> Task to complete
Repeat the lines below exactly as they appear, but leave out the images.
┄┄┄┄┄┄
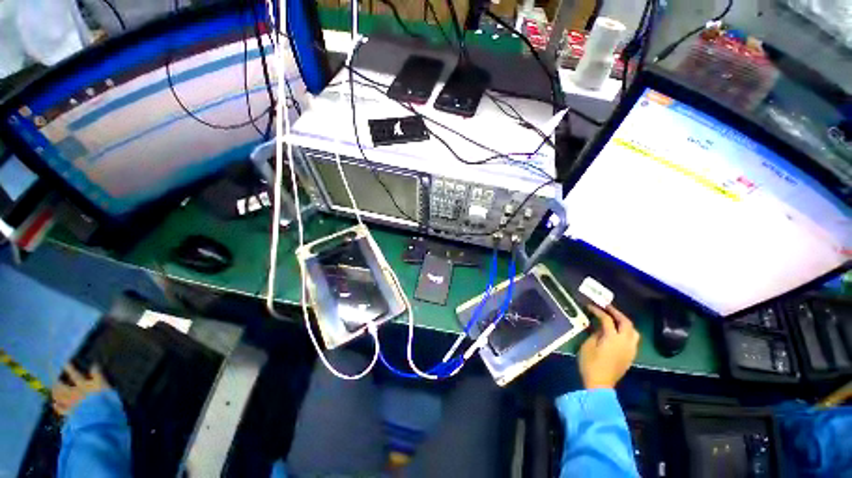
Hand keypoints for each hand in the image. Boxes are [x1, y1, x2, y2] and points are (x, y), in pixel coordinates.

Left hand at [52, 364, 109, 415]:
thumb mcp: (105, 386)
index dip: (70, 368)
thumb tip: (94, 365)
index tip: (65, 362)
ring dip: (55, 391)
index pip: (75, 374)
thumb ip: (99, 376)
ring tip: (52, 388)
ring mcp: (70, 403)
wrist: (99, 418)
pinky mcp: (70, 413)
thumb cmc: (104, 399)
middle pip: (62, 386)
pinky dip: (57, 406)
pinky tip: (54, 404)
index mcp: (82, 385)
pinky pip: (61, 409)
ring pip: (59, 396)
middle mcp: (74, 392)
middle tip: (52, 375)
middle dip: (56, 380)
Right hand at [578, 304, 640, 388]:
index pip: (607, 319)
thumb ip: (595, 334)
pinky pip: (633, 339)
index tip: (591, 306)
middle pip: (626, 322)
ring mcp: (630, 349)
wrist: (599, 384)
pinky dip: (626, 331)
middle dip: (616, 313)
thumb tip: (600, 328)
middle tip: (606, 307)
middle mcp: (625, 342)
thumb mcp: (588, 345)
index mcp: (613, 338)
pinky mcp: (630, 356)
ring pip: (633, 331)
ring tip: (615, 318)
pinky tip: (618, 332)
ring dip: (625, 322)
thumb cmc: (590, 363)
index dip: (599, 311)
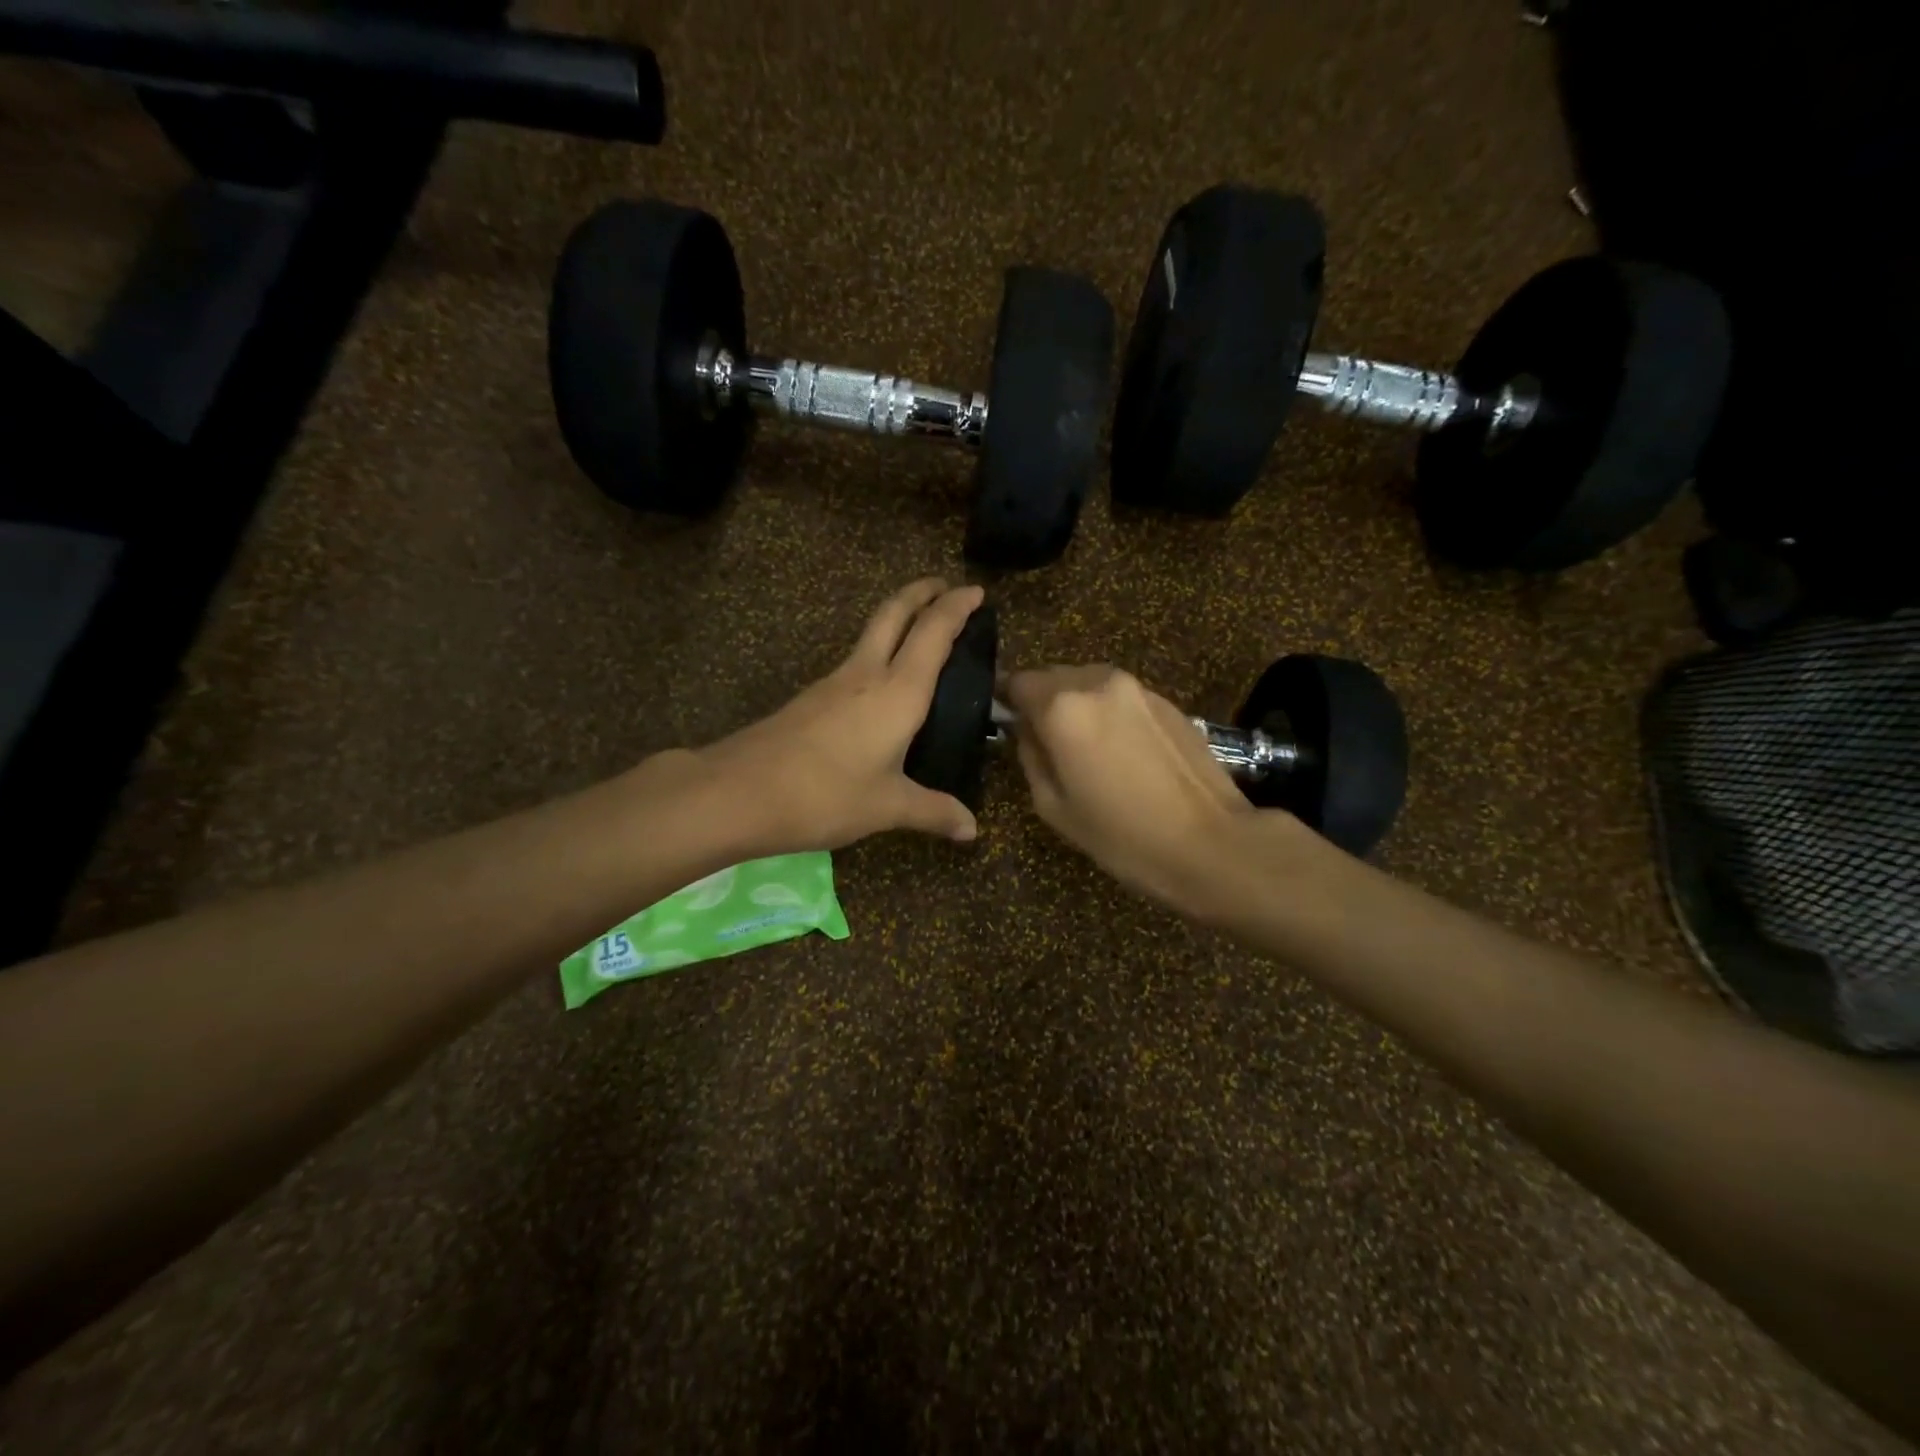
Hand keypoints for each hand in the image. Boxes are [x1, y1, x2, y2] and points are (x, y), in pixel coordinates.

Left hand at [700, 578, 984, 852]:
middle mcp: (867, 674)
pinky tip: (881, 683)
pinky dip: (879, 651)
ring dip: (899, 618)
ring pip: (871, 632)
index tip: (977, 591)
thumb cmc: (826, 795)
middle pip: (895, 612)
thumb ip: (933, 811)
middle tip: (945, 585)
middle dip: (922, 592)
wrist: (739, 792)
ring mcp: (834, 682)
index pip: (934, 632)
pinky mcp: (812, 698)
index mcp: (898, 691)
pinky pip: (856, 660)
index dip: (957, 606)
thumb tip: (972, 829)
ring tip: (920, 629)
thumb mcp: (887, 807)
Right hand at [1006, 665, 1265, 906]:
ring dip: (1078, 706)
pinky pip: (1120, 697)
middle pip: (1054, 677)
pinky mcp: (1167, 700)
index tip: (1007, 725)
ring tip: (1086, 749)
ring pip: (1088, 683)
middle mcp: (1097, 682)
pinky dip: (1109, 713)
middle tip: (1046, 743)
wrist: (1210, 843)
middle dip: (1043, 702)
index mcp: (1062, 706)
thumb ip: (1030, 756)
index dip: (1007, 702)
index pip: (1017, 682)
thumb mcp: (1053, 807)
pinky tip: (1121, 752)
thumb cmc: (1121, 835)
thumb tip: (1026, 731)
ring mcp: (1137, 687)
┄┄┄┄┄┄
> Written solution
Hand keypoints for each hand in the image. Boxes are [x1, y1, x2, y2] and points are (x, y), in pixel coordinates.

Left hand at [52, 364, 109, 415]:
thumb mcp: (105, 386)
index dip: (70, 368)
thumb tip: (94, 365)
index tip: (65, 362)
ring dip: (55, 391)
index pip: (75, 374)
thumb ip: (99, 376)
ring tip: (52, 388)
ring mcp: (70, 403)
wrist: (99, 418)
pinky mcp: (70, 413)
thumb cmc: (104, 399)
middle pip: (62, 386)
pinky dip: (57, 406)
pinky tip: (54, 404)
index mcp: (82, 385)
pinky pip: (61, 409)
ring pip: (59, 396)
middle mcp: (74, 392)
middle tip: (52, 375)
middle dip: (56, 380)
Right hand at [578, 304, 640, 388]:
index pip: (607, 319)
thumb ip: (595, 334)
pinky pip: (633, 339)
index tip: (591, 306)
middle pip: (626, 322)
ring mcp: (630, 349)
wrist: (599, 384)
pinky dip: (626, 331)
middle dip: (616, 313)
thumb tip: (600, 328)
middle tip: (606, 307)
middle mcp: (625, 342)
thumb mcp: (588, 345)
index mcp: (613, 338)
pinky mcp: (630, 356)
ring pip: (633, 331)
ring tip: (615, 318)
pinky tip: (618, 332)
ring dip: (625, 322)
thumb cmc: (590, 363)
index dip: (599, 311)
Hand keypoints for each hand in the image. Boxes are [x1, y1, x2, y2] and points are (x, y), in pixel coordinates.

Left hand at [700, 578, 984, 852]:
middle mcp: (867, 674)
pinky tip: (881, 683)
pinky dip: (879, 651)
ring dip: (899, 618)
ring pip: (871, 632)
index tip: (977, 591)
thumb cmc: (826, 795)
middle pip: (895, 612)
thumb ip: (933, 811)
middle tip: (945, 585)
middle dip: (922, 592)
wrist: (739, 792)
ring mcp: (834, 682)
index pip: (934, 632)
pinky mcp: (812, 698)
index mcp: (898, 691)
pinky pip: (856, 660)
index dip: (957, 606)
thumb tip: (972, 829)
ring tip: (920, 629)
thumb mcp: (887, 807)
Right hand at [1006, 665, 1265, 906]:
ring dip: (1078, 706)
pinky pip: (1120, 697)
middle pip: (1054, 677)
pinky mcp: (1167, 700)
index tip: (1007, 725)
ring tip: (1086, 749)
ring pip: (1088, 683)
middle mcp: (1097, 682)
pinky dip: (1109, 713)
middle tip: (1046, 743)
wrist: (1210, 843)
middle dip: (1043, 702)
index mcp: (1062, 706)
thumb ip: (1030, 756)
index dip: (1007, 702)
index pip: (1017, 682)
thumb mcp: (1053, 807)
pinky tip: (1121, 752)
thumb cmc: (1121, 835)
thumb tip: (1026, 731)
ring mcp: (1137, 687)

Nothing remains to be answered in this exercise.